La montée d’apparence inexorable du Rassemblement national a été amplement décortiquée et tous les éléments d’explications semblent avoir été énoncés. De la décomposition de la classe politique traditionnelle aux nouvelles formes du consumérisme politique « on n’a pas essayé », en passant par les réseaux sociaux, les algorithmes de la désinformation, tout a été proposé. On a pu également renoncer aux éléments objectifs comme le nombre d’immigrés ou l’évolution du pouvoir d’achat tant il est vrai qu’aucune corrélation n’a pu être établie en France ou en Europe.
L’effacement des services publics de proximité
Curieusement, un élément est rarement mentionné et nous semble essentiel ; celui de notre relation à l’administration. En effet, si l’on accepte l’hypothèse que la propension à voter pour les extrêmes provient largement du sentiment de ne pas être entendu, il est nécessaire de reconnaître que ce sentiment de non-écoute ne peut s’appliquer au plus haut sommet de l’Etat, sauf à supposer que les premiers chefs d’état de la Ve république étaient davantage à l’écoute de leurs concitoyens que les présidents de la république de ces dernières années. Sauf à croire à un âge d’or de la politique, l’hypothèse apparaît peu crédible.
La relation de l’Etat avec les citoyens s’opère essentiellement au niveau local, départemental ou régional.
Et c’est là où la dématérialisation des services publics a réduit la relation au niveau le plus faible. Plusieurs études ont mis en évidence le lien entre la disparition des services publics de proximité et la montée des radicalités. Ainsi Jérôme Fourquet observait la relation entre la fermeture des services publics territoriaux et la montée du vote RN sur la période 2002-2022[1]. Il faut toutefois aller plus loin et reconnaître que la disparition physique s’est accompagnée d’un effacement symbolique qui se manifeste par les processus de communication. Que ce soit par mail, par téléphone ou par courrier, il est quasi impossible de joindre une personne physique. Les rubriques contact renvoient vers une adresse générique et la seule possibilité d’échange sur un problème rencontré par un citoyen ne peut s’effectuer que par l’intermédiaire d’un avatar aux capacités de compréhension particulières limitées, malgré les progrès de l’IA. Même pour les actes basiques de la vie quotidienne, comme l’état civil et le renouvellement d’une pièce d’identité, le citoyen se sent souvent désemparé.
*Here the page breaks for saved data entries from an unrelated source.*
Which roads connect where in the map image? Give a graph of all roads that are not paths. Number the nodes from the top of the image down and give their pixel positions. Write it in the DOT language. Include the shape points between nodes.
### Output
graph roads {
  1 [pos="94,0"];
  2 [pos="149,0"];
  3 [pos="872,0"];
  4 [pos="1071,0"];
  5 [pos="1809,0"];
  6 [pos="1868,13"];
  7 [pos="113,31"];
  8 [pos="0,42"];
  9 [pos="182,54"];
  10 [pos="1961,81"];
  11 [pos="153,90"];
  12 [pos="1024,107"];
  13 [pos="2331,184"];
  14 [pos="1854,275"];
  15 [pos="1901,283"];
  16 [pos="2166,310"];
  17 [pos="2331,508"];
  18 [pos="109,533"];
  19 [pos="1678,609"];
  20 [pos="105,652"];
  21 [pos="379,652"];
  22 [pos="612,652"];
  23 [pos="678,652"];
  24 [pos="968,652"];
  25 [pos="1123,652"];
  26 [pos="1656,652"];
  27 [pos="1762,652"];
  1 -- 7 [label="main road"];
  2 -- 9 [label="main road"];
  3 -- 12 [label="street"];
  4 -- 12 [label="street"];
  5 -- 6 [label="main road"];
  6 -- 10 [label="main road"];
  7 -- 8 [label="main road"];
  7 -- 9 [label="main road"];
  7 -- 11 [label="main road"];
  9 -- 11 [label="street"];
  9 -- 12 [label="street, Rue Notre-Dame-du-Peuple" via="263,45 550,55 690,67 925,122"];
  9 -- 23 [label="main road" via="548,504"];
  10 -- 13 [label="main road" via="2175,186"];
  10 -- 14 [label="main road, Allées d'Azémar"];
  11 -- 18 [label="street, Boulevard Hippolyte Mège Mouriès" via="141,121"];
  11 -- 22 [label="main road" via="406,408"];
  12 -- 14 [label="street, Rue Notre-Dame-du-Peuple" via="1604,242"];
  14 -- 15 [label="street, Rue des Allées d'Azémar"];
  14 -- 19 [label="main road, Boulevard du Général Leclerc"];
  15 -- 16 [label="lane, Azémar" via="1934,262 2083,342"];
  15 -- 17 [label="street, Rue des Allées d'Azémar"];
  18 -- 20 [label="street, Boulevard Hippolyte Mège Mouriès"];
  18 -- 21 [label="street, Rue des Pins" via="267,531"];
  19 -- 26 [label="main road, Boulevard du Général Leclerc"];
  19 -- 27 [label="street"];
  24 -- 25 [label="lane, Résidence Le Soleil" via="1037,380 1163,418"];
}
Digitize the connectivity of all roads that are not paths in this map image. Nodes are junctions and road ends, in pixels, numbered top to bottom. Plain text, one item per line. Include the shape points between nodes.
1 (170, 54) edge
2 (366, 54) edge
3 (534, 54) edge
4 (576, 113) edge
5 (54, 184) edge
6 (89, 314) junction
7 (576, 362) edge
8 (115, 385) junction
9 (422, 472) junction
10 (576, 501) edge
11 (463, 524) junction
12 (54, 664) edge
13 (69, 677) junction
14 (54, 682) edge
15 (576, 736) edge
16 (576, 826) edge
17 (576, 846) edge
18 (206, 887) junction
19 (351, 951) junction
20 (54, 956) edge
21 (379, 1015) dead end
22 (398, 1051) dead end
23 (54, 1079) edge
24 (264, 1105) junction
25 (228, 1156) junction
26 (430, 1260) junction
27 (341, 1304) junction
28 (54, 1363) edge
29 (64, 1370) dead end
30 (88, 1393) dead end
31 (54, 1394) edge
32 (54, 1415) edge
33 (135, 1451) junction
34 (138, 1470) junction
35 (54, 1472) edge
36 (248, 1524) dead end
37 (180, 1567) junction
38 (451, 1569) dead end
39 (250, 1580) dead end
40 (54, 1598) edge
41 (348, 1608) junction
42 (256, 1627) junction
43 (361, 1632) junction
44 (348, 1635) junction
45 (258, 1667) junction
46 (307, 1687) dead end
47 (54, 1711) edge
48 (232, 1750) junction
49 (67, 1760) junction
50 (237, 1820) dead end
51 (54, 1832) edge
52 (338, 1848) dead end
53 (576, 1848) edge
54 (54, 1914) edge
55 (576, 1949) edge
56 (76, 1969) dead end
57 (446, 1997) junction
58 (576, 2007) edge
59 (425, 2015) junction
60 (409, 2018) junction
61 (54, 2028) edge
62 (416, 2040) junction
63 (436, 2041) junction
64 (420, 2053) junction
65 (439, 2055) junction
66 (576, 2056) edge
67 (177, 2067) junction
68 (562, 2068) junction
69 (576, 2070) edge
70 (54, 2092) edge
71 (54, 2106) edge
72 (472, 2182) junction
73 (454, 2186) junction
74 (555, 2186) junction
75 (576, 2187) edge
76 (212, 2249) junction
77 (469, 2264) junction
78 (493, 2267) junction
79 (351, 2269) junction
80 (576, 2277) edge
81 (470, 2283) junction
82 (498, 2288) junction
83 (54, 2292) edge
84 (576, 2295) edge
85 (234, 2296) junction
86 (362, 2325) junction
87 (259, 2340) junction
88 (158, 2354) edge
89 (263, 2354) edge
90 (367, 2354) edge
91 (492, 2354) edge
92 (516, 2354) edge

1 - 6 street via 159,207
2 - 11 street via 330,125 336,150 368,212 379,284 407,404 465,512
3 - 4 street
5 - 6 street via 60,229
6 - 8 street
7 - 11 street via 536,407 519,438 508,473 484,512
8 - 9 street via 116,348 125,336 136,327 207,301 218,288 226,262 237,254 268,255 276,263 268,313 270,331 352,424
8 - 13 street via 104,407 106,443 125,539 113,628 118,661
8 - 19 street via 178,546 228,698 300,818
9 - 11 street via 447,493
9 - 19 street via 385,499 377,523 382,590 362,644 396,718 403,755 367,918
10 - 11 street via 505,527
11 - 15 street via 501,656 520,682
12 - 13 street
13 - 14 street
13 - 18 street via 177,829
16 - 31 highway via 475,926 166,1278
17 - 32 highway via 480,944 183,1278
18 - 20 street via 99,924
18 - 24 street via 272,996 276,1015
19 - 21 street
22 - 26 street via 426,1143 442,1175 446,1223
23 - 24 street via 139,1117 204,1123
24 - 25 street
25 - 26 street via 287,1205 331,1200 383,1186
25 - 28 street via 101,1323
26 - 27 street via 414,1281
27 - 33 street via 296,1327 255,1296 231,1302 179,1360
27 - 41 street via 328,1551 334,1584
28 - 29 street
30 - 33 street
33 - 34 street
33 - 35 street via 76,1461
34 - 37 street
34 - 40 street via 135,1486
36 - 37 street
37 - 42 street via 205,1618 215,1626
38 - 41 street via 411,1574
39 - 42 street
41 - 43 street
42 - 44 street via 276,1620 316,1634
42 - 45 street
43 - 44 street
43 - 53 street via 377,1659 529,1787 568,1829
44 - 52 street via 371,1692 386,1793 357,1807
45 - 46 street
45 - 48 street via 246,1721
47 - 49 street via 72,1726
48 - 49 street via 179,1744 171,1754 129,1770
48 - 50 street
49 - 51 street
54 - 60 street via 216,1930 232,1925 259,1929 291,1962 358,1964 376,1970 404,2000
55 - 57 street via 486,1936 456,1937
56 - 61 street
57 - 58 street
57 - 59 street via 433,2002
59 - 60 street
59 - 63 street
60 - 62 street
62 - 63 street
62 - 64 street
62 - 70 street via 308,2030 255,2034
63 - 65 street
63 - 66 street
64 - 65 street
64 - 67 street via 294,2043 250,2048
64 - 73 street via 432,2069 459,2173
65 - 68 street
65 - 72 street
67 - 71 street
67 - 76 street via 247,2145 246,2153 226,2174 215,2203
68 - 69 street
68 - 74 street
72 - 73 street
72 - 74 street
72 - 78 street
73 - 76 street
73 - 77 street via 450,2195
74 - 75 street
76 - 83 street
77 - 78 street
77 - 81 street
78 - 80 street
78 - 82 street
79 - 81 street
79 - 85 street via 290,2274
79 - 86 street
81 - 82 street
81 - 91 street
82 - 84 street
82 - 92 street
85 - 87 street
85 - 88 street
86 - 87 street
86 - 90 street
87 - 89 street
A votre écoute sur No-Reply.com
Et lorsque l’administration souhaite promouvoir ses activités, elle n’hésite pas à adresser une campagne d’e-mailing à ses usagers en les assurant être à leur écoute.
Et dans la quasi-totalité des cas, cette invitation au dialogue s’effectue sur une adresse « No-reply.com ».
Dans l’objectif de réduction des coûts et d’amélioration de leur image par la généralisation des outils numériques, les administrations se sont engagées vers la dématérialisation complète de leurs activités, quitte à obérer les relations avec les usagers.
L’administration « sans contact » est une administration sans écoute.
Accuser l’Etat, c’est d’abord se rendre compte de la relation la plus immédiate auprès des citoyens.
S’attaquer aux racines du populisme passe par une forte revalorisation des services publics de proximité et de leur manière de communiquer.
Thierry Libaert
[1] : Jérôme Fourquet, La France d’après, Seuil, 2023. Sur le même sujet, cf l’article de synthèse de Camille Bordenet, « Les inégalités d’accès aux services publics, carburant pour le RN ? » Le Monde, 19/06/2024, p. 8.